Martes, 25 septiembre 2001 Año II. Edición 199 IMAGENES PORTADA
Opinión
La sombra del caudillo

El personalismo en Latinoamérica: una respuesta cultural al descrédito de las instituciones tradicionales.
por ARMANDO AñEL  

Si existe una cultura "latina" ésta es, en su versión más pura o categórica, una cultura del protagonismo: todo protagonista es también un actor. Y en esto de la actuación los latinos somos —voy a asumir la denominación con total desenvoltura— inveterados especialistas. Casanova y Don Juan, latinos por antonomasia, paradigmas de lo que entendemos hoy día por seductor, fueron, qué duda cabe, actores de gran calibre. Actores y hombres fuertes, personajes cuya "misión histórica" consistió en poseer y reducir por la fuerza de la palabra, de la hipérbole, o lo que es lo mismo, de la actuación. Y del engaño. La palabra engaño tal vez suene demasiado ruda, pero no se me ocurre otra más efectiva. Ciertamente, expresa mucho mejor que las anteriores el sentido de lo que se quiere dar a entender.

F. Castro
Fidel Castro en un acto oficial

El caudillo latinoamericano, como expresión de una cultura basada más en la forma que en el contenido —una cultura visual o auditiva, no reflexiva—, no es sino ese actor o seductor de que hablábamos irrumpiendo en el campo de la política. La mujer, es decir, la masa, el pueblo, la ciudadanía, es para él, por partida doble, un objeto de deseo y un instrumento que debe poner a su servicio. Cuando la política deja de ser el escenario desde el cual se intenta construir la ciudad posible para convertirse en una herramienta en manos del caudillo, la democracia termina siendo un eufemismo. Es la imagen convencional que tradicionalmente nos ha regalado Latinoamérica: un hombre fuerte, un seductor, sobre cuyos hombros descansa la responsabilidad de salvar el país. Lógicamente, no es habitual que un actor sea un gran estadista, o economista, o administrador. Mucho menos que un Casanova se dedique a salvar cosas. Los Casanovas seducen, poseen, aunque para llegar a hacerlo le hayan prometido a sus víctimas la tierra y el cielo, y siempre, una y otra vez, el paraíso.

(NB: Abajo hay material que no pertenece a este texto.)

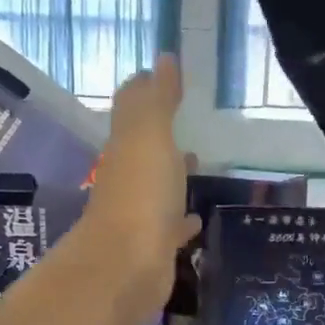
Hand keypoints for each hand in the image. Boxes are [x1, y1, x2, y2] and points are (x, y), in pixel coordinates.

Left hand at [79, 54, 201, 324]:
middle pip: (144, 149)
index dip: (147, 90)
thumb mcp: (149, 136)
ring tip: (198, 164)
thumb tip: (163, 58)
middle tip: (186, 119)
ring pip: (159, 188)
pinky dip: (182, 220)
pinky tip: (196, 218)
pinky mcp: (155, 248)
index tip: (165, 75)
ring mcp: (141, 215)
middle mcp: (129, 179)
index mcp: (126, 148)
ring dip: (173, 175)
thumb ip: (157, 100)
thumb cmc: (140, 195)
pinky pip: (172, 228)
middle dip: (161, 134)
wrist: (127, 267)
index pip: (133, 109)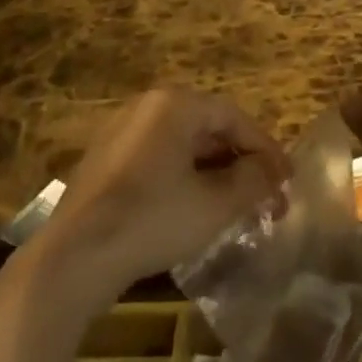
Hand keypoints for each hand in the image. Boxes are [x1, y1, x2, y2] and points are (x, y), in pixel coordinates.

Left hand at [42, 89, 289, 298]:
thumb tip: (274, 172)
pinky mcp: (105, 161)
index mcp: (175, 104)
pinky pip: (158, 159)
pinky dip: (184, 179)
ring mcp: (121, 133)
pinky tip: (195, 210)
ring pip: (183, 146)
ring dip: (215, 174)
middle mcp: (147, 107)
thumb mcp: (215, 203)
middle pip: (208, 129)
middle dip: (241, 164)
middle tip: (266, 197)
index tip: (287, 180)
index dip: (265, 149)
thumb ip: (253, 181)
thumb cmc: (153, 219)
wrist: (75, 257)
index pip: (234, 118)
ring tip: (236, 207)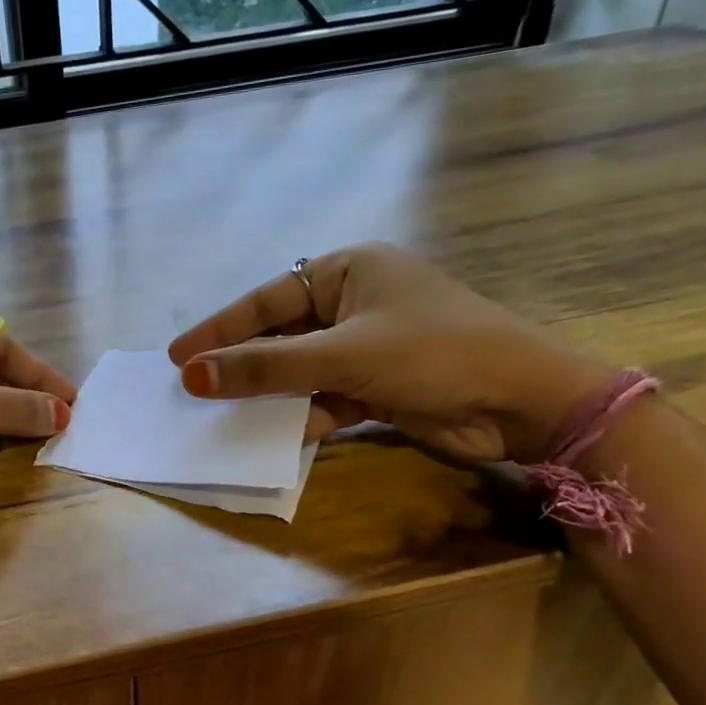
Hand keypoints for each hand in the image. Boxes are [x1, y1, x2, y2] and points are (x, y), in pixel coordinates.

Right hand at [168, 243, 614, 462]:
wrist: (527, 403)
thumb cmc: (434, 353)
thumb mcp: (342, 355)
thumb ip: (265, 367)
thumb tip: (192, 376)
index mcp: (348, 270)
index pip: (266, 299)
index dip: (219, 329)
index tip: (177, 356)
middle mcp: (354, 302)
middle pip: (279, 335)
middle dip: (240, 364)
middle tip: (191, 387)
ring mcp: (366, 346)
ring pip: (299, 369)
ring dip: (267, 393)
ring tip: (219, 413)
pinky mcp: (377, 385)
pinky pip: (323, 396)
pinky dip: (300, 414)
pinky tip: (272, 434)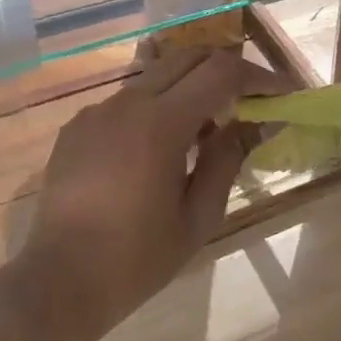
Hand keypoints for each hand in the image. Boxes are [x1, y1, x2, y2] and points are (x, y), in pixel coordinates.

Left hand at [20, 47, 288, 334]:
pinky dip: (156, 108)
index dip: (258, 77)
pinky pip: (128, 102)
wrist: (57, 283)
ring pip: (156, 76)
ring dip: (190, 88)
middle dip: (226, 70)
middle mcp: (127, 102)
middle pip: (188, 57)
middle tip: (250, 100)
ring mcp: (97, 111)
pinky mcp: (77, 127)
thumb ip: (229, 159)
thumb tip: (255, 123)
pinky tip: (160, 149)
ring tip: (207, 131)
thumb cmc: (137, 258)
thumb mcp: (199, 216)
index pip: (221, 72)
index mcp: (161, 123)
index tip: (282, 93)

Chaplin, que curiosamente era inglés, dijo en cierta ocasión que la vida no era significado, sino deseo. Si fuera lo primero para los millones de hombres y mujeres que sobreviven al sur del río Bravo, este artículo carecería de actualidad. "La democracia es una apertura de crédito al homo sapiens, a un animal suficientemente inteligente para saber crear y gestionar por sí mismo una ciudad buena. Pero si el homo sapiens está en peligro, la democracia está en peligro", argumenta Giovanni Sartori en Democrazia, cosa 'e. La cuestión rebasa entonces el marco de lo estructural y se instala en el de lo social. La relación de dependencia emocional y política que mantiene el ciudadano latinoamericano con el caudillo de turno o el propio Estado —relación de suma cero en la que unos esperan lo que otros son incapaces de darle— explica, sin excluir otras razones, por qué la democracia en la región es, única y consecuentemente, la silueta de sí misma.

El caudillo es el resultado del descrédito de las instituciones tradicionales. Ante la gestiones torpes o corruptas de un Estado gigantesco, burocratizado hasta extremos surrealistas, de unos políticos carentes de legitimidad social, el seductor aparece como la esperanza más a mano, más concreta. Un seductor que habla el idioma que el público quiere escuchar, que repite la tonada que el auditorio está dispuesto a corear. Alguien que aparece como un especie de salvador, de redentor. Como se dice en Fabricantes de Miseria, "ésa es la función de los caudillos: tomar personalmente y de manera inconsulta las decisiones que afectan al conjunto de la sociedad; sustituir la voluntad popular por la de una persona a la que se le atribuyen todas las virtudes y talentos, y en cuyo beneficio la mayoría o una sustancial cantidad de ciudadanos abdica de sus facultades de pensar por cuenta propia". Porque si la democracia no funciona —entendida como estructura que garantiza los derechos de la ciudadanía, el desarrollo, el bienestar social—, hay que hacerla funcionar a la fuerza. Así piensan quienes le confían tan "engorrosa" tarea a los caudillos. Aparentemente han escogido al hombre fuerte, capaz de llevar a puerto seguro la nave de la nación, cuando en realidad han sido seducidos, manipulados por éste.